== Extracted records
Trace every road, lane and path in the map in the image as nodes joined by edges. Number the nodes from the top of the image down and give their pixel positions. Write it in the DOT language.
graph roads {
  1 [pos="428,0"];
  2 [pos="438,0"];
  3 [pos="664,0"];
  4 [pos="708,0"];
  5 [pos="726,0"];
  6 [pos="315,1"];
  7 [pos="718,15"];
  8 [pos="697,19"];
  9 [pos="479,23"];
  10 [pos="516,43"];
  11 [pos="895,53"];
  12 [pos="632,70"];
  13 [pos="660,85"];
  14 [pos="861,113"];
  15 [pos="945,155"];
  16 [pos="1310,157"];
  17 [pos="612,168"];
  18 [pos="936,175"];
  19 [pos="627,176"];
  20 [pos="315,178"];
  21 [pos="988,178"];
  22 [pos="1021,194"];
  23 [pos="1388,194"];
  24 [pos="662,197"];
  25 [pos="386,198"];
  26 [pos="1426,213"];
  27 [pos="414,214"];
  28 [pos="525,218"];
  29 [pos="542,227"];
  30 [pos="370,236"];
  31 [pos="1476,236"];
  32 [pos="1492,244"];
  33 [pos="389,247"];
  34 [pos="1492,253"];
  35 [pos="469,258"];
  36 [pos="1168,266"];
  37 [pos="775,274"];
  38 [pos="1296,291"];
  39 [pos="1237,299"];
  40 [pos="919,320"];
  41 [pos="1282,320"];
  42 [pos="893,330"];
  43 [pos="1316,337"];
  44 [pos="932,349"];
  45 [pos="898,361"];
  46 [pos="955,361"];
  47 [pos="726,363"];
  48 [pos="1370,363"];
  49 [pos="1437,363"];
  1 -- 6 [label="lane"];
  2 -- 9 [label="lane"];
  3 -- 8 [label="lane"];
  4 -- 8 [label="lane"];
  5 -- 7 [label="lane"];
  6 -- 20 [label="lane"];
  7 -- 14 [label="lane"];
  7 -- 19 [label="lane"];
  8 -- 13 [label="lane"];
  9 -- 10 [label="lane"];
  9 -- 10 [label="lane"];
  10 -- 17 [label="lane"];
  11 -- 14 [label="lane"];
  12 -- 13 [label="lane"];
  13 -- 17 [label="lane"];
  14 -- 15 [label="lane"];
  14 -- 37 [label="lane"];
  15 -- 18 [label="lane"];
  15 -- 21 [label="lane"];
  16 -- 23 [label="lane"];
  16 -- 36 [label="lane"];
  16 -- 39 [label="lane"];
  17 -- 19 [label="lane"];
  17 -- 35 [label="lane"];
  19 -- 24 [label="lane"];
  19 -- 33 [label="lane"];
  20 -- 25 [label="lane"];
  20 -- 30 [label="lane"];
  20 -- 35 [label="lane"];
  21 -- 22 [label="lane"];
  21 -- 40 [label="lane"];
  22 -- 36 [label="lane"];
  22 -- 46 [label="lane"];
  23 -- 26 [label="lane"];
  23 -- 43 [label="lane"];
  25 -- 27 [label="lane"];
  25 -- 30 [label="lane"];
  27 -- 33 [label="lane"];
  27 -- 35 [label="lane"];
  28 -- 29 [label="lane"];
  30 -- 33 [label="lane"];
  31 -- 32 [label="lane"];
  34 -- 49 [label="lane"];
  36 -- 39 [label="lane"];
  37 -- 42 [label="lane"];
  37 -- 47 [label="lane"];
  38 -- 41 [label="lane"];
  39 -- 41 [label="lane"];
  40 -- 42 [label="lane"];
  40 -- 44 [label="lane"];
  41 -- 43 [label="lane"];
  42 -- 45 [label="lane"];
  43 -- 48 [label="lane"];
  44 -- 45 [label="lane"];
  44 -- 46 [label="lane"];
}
====
What you have to do | Retype the records that precede this task, keeping them exactly the same.

Task answer |
Trace every road, lane and path in the map in the image as nodes joined by edges. Number the nodes from the top of the image down and give their pixel positions. Write it in the DOT language.
graph roads {
  1 [pos="428,0"];
  2 [pos="438,0"];
  3 [pos="664,0"];
  4 [pos="708,0"];
  5 [pos="726,0"];
  6 [pos="315,1"];
  7 [pos="718,15"];
  8 [pos="697,19"];
  9 [pos="479,23"];
  10 [pos="516,43"];
  11 [pos="895,53"];
  12 [pos="632,70"];
  13 [pos="660,85"];
  14 [pos="861,113"];
  15 [pos="945,155"];
  16 [pos="1310,157"];
  17 [pos="612,168"];
  18 [pos="936,175"];
  19 [pos="627,176"];
  20 [pos="315,178"];
  21 [pos="988,178"];
  22 [pos="1021,194"];
  23 [pos="1388,194"];
  24 [pos="662,197"];
  25 [pos="386,198"];
  26 [pos="1426,213"];
  27 [pos="414,214"];
  28 [pos="525,218"];
  29 [pos="542,227"];
  30 [pos="370,236"];
  31 [pos="1476,236"];
  32 [pos="1492,244"];
  33 [pos="389,247"];
  34 [pos="1492,253"];
  35 [pos="469,258"];
  36 [pos="1168,266"];
  37 [pos="775,274"];
  38 [pos="1296,291"];
  39 [pos="1237,299"];
  40 [pos="919,320"];
  41 [pos="1282,320"];
  42 [pos="893,330"];
  43 [pos="1316,337"];
  44 [pos="932,349"];
  45 [pos="898,361"];
  46 [pos="955,361"];
  47 [pos="726,363"];
  48 [pos="1370,363"];
  49 [pos="1437,363"];
  1 -- 6 [label="lane"];
  2 -- 9 [label="lane"];
  3 -- 8 [label="lane"];
  4 -- 8 [label="lane"];
  5 -- 7 [label="lane"];
  6 -- 20 [label="lane"];
  7 -- 14 [label="lane"];
  7 -- 19 [label="lane"];
  8 -- 13 [label="lane"];
  9 -- 10 [label="lane"];
  9 -- 10 [label="lane"];
  10 -- 17 [label="lane"];
  11 -- 14 [label="lane"];
  12 -- 13 [label="lane"];
  13 -- 17 [label="lane"];
  14 -- 15 [label="lane"];
  14 -- 37 [label="lane"];
  15 -- 18 [label="lane"];
  15 -- 21 [label="lane"];
  16 -- 23 [label="lane"];
  16 -- 36 [label="lane"];
  16 -- 39 [label="lane"];
  17 -- 19 [label="lane"];
  17 -- 35 [label="lane"];
  19 -- 24 [label="lane"];
  19 -- 33 [label="lane"];
  20 -- 25 [label="lane"];
  20 -- 30 [label="lane"];
  20 -- 35 [label="lane"];
  21 -- 22 [label="lane"];
  21 -- 40 [label="lane"];
  22 -- 36 [label="lane"];
  22 -- 46 [label="lane"];
  23 -- 26 [label="lane"];
  23 -- 43 [label="lane"];
  25 -- 27 [label="lane"];
  25 -- 30 [label="lane"];
  27 -- 33 [label="lane"];
  27 -- 35 [label="lane"];
  28 -- 29 [label="lane"];
  30 -- 33 [label="lane"];
  31 -- 32 [label="lane"];
  34 -- 49 [label="lane"];
  36 -- 39 [label="lane"];
  37 -- 42 [label="lane"];
  37 -- 47 [label="lane"];
  38 -- 41 [label="lane"];
  39 -- 41 [label="lane"];
  40 -- 42 [label="lane"];
  40 -- 44 [label="lane"];
  41 -- 43 [label="lane"];
  42 -- 45 [label="lane"];
  43 -- 48 [label="lane"];
  44 -- 45 [label="lane"];
  44 -- 46 [label="lane"];
}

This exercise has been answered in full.